Die Tagungsgesellschaft verliert in ihren Reflexionen jeden Realitätsbezug. Kenny, der Hund eines Teilnehmers, scheint diese Vorgänge noch besser zu erfassen als sein amerikanischer Besitzer. Das Tier begleitet aufmerksam das Geschehen und erweckt den Eindruck, die Vorträge zu verstehen. Es hat Ähnlichkeit mit Vorbildern aus der Kunstgeschichte, die wissender Mittelpunkt zahlloser Gemälde sind. Virtuos und mit feiner Ironie erzeugt Sibylle Lewitscharoff eine Sogwirkung, die in Dantes Erlebnisse hineinzieht.

Unüberschaubar sind die Anspielungen auf literarische, philosophische und theologische Werke der vergangenen Jahrtausende. Faszinierend ist die Sprachmächtigkeit der Autorin, die durch das Gefüge ihres Romans zu höchster Konzentration gezwungen wird, wenn sie etwa die verschiedenen Übersetzungen der Komödie ins Spiel bringt: Wer Stefan George oder Rudolf Borchardt aufruft, droht neben ihnen zu verblassen.

Hochgradig verunsichert ist der einsame Held dieses Romans, der über die Grenzen seiner Leistungskraft hinaus gebracht wird: Muss er doch erkennen, dass die enthusiasmierte Kongressgemeinde schließlich auf die Fensterbretter steigt und entschwebt. 33 Dantisti und drei Hausangestellte sind und bleiben verschwunden, ist auf Seite 33 zu erfahren. Von Dante „enthemmt und entflammt, wanderten (sie) im Auge des Sprachsturms“, redeten in Zungen, aber verstanden sich: eine eingeschworene Gemeinschaft. Von Exklusion betroffen ist der Erzähler, der im entscheidenden Moment nicht präsent war, aber dennoch Erinnerungen an das Geschehen besitzt, an ein Wunder, ein Ereignis, ein Vorkommnis, nach dem nichts mehr so ist wie zuvor.
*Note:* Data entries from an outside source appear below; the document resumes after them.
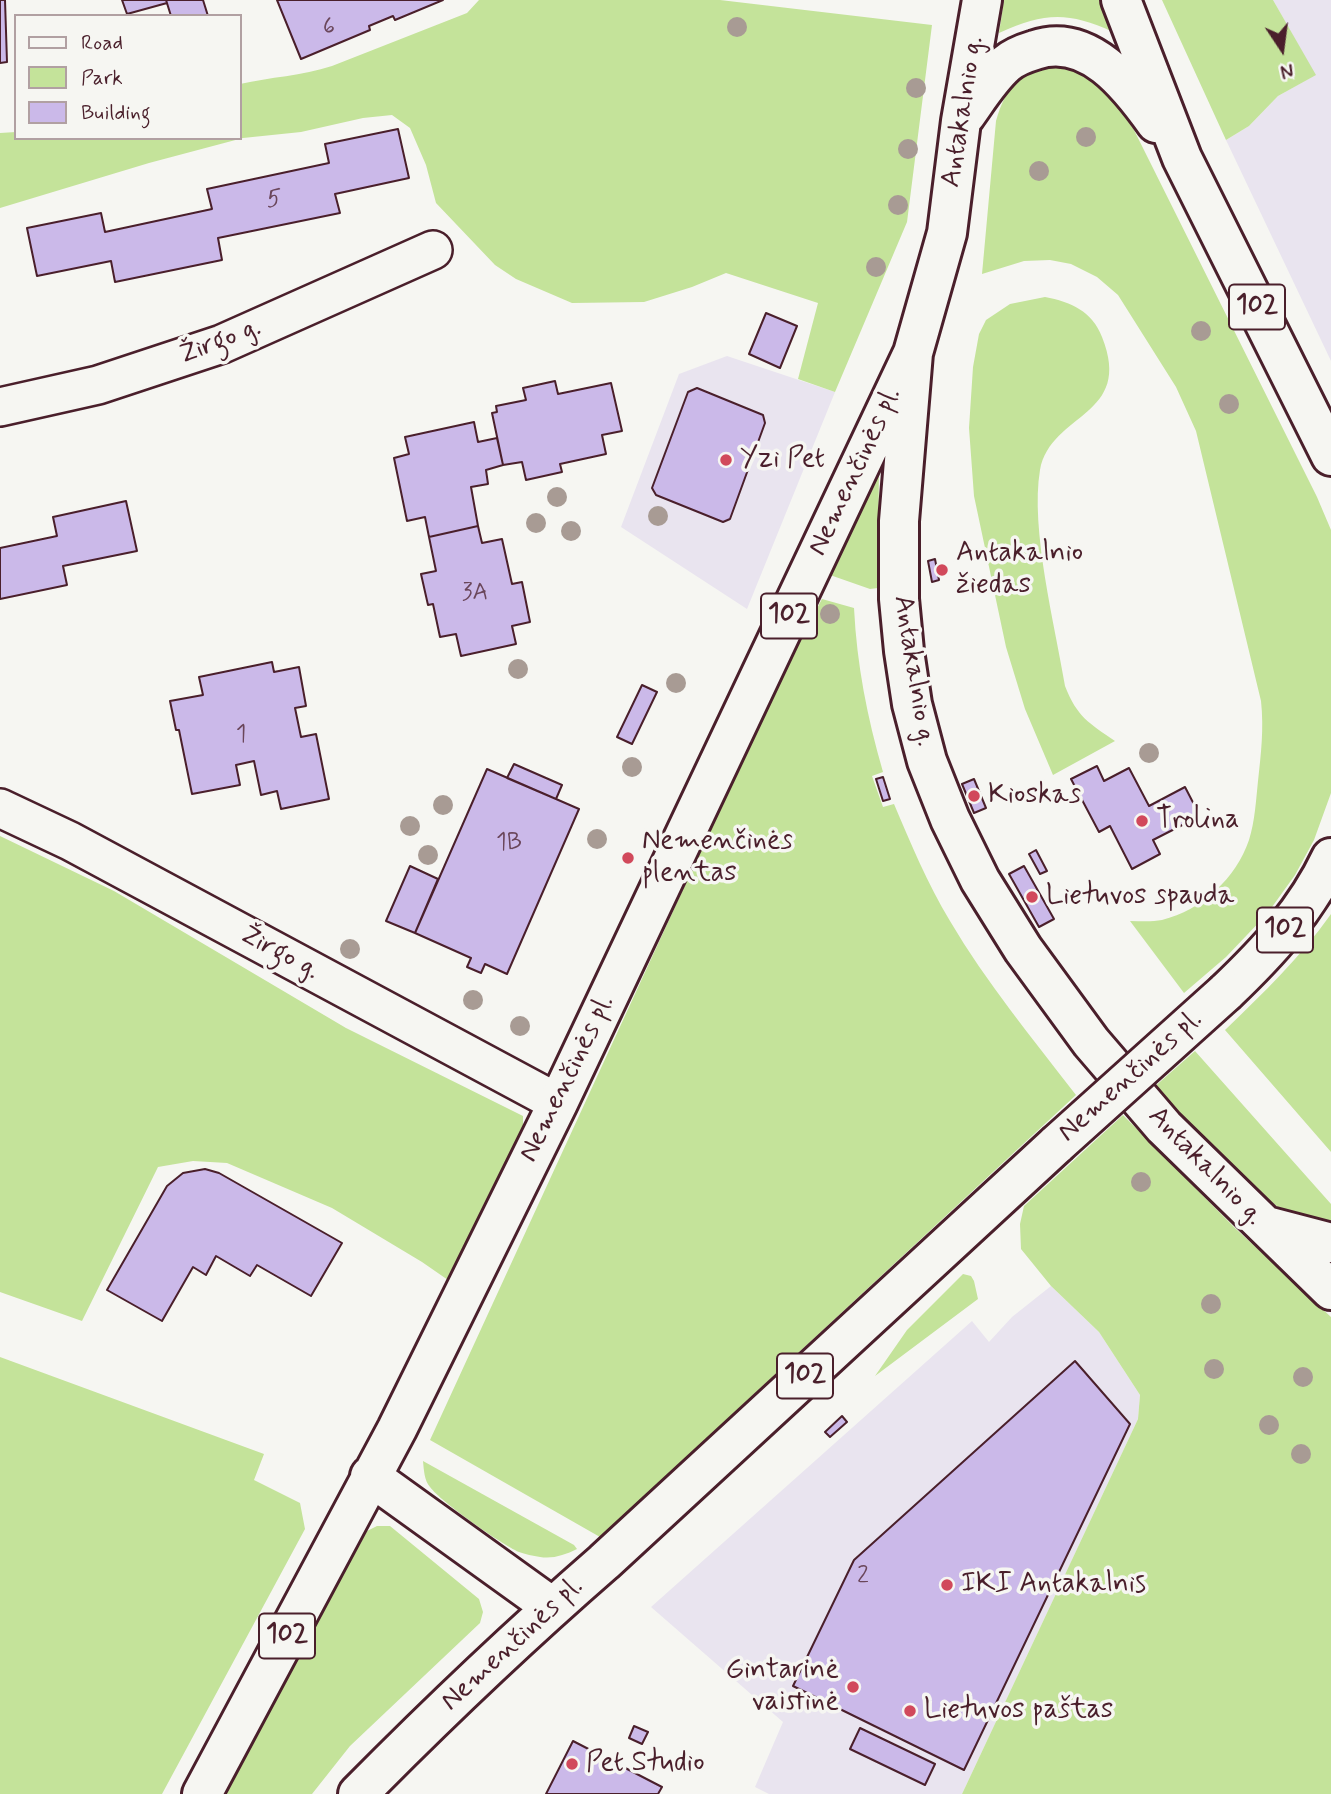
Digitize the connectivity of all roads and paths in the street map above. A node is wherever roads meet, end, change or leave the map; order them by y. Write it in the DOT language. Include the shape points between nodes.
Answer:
graph roads {
  1 [pos="982,0"];
  2 [pos="1121,0"];
  3 [pos="961,121"];
  4 [pos="1182,158"];
  5 [pos="433,250"];
  6 [pos="913,353"];
  7 [pos="0,407"];
  8 [pos="1331,456"];
  9 [pos="0,808"];
  10 [pos="1331,858"];
  11 [pos="558,1103"];
  12 [pos="1261,1224"];
  13 [pos="1331,1243"];
  14 [pos="1331,1290"];
  15 [pos="370,1476"];
  16 [pos="552,1607"];
  17 [pos="202,1794"];
  18 [pos="358,1794"];
  1 -- 3 [label="main road, Antakalnio g."];
  2 -- 4 [label="main road, 102"];
  3 -- 4 [label="main road" via="1007,62 1045,46 1067,46 1102,62 1118,77"];
  3 -- 6 [label="main road, Antakalnio g." via="947,233"];
  4 -- 8 [label="main road, 102"];
  5 -- 7 [label="street, Žirgo g." via="222,344 99,385"];
  6 -- 11 [label="main road, Nemenčinės pl. / 102"];
  6 -- 12 [label="main road, Antakalnio g." via="899,520 899,600 912,704 950,819 980,880 1023,949 1091,1042 1164,1127"];
  9 -- 11 [label="street, Žirgo g." via="70,841"];
  10 -- 16 [label="main road, Nemenčinės pl. / 102, bridge" via="1297,916 1226,992"];
  11 -- 15 [label="main road, Nemenčinės pl. / 102"];
  12 -- 13 [label="main road"];
  12 -- 14 [label="main road, Antakalnio g."];
  15 -- 16 [label="main road"];
  15 -- 17 [label="main road, Nemenčinės pl. / 102"];
  16 -- 18 [label="main road, Nemenčinės pl. / 102"];
}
Den Ausschluss erlebt er als Kränkung und Befreiung zugleich. Mit Dante, und letztlich getragen von der Sprachmagie der Autorin, schwebt aber auch er „auf den Flügeln der Theologie“ - und gibt vernehmbar den Wink, doch neben ihm Platz zu nehmen, um an der Geistesreise teilzunehmen.